Here is the class I made for OE-2D as a wrapper to the Texture2D struct. It was surprisingly fast to get my game working using this instead of Texture2D directly. Here is the definition I have, with some specific things removed:

class Sprite
{
    Texture2D texture;
    alias this = texture;
    string path;

    alias GLId = texture.id;

    this(string path) {
        texture = LoadTexture(path.toStringz);
        this.path = path;
    }

    this(Image image, string path = "") {
        texture = LoadTextureFromImage(image);
        this.path = path;
    }

    Texture opCast(Texture)() {
        return this.texture;
    }

    ~this() {
        if (IsWindowReady) UnloadTexture(texture);
    }
}

That being said, there is a reason for not including something like this in Raylib-D, which is that the implementation may depend too much on how the game loads textures.

For example, the definition above would make most sense if all textures are loaded at the same time, such as the beginning of a game level, and there isn't any index held continuously (Sprite[string] spritesByPath;), as that would prevent the collection of such objects by the garbage collector, even when not needed.
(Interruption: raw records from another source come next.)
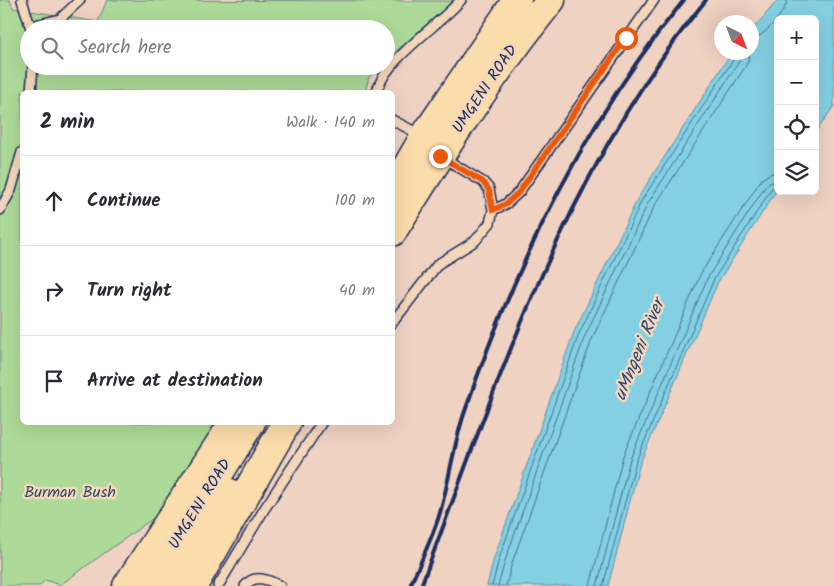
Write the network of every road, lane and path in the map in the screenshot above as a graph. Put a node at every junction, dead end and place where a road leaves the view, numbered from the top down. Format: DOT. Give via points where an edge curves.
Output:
graph roads {
  1 [pos="22,0"];
  2 [pos="80,0"];
  3 [pos="461,0"];
  4 [pos="516,0"];
  5 [pos="551,0"];
  6 [pos="654,0"];
  7 [pos="29,20"];
  8 [pos="56,20"];
  9 [pos="395,62"];
  10 [pos="32,75"];
  11 [pos="384,75"];
  12 [pos="31,90"];
  13 [pos="378,90"];
  14 [pos="395,122"];
  15 [pos="432,146"];
  16 [pos="20,159"];
  17 [pos="395,189"];
  18 [pos="0,210"];
  19 [pos="493,210"];
  20 [pos="395,226"];
  21 [pos="395,320"];
  22 [pos="232,425"];
  23 [pos="249,425"];
  24 [pos="273,425"];
  25 [pos="285,425"];
  26 [pos="320,425"];
  27 [pos="137,581"];
  28 [pos="174,586"];
  29 [pos="193,586"];
  30 [pos="218,586"];
  31 [pos="245,586"];
  32 [pos="280,586"];
  1 -- 7 [label="lane"];
  2 -- 8 [label="lane"];
  3 -- 9 [label="lane"];
  4 -- 15 [label="main road, UMGENI ROAD"];
  5 -- 15 [label="main road, UMGENI ROAD"];
  6 -- 19 [label="lane" via="519,192"];
  10 -- 12 [label="lane"];
  11 -- 13 [label="lane"];
  14 -- 15 [label="lane"];
  15 -- 17 [label="main road, UMGENI ROAD"];
  15 -- 19 [label="lane" via="483,182 489,190"];
  15 -- 20 [label="main road, UMGENI ROAD"];
  16 -- 18 [label="lane" via="11,190"];
  19 -- 21 [label="lane" via="486,230 475,241 438,264"];
  22 -- 27 [label="main road"];
  23 -- 27 [label="main road, UMGENI ROAD"];
  24 -- 28 [label="main road, UMGENI ROAD"];
  25 -- 29 [label="main road"];
  26 -- 30 [label="lane"];
  31 -- 32 [label="lane" via="251,580 259,579"];
}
It's for this reason that I may make this class in my game reference counted.

So my feeling at the moment is that adding such a thing to Raylib-D would make sense if we have come up with an implementation that's suited to a reasonably broad range of use cases, without having to give complicated usage instructions, but right now I'm not entirely confident that there is one.

schveiguy commented 5 months ago

I'm leaning towards saying this is outside the scope of raylib-d. That doesn't mean there is not a place for such things in the ecosystem. I just think this might be too high-level for the goals of this library.

To elaborate, I have written many different such objects for my various projects. Making the API elegant, and covering all the possible use cases, is really difficult. I don't want to say "this is the one true way for using object systems with raylib-d", when it could be wrong, or not fit into everyone's design. This would mean you may have to use raylib-d just for the raylib binding, but ignore the other stuff.

simple things, UFCS functions, operator overloads, dealing with strings vs. C char pointers, these are all fair game.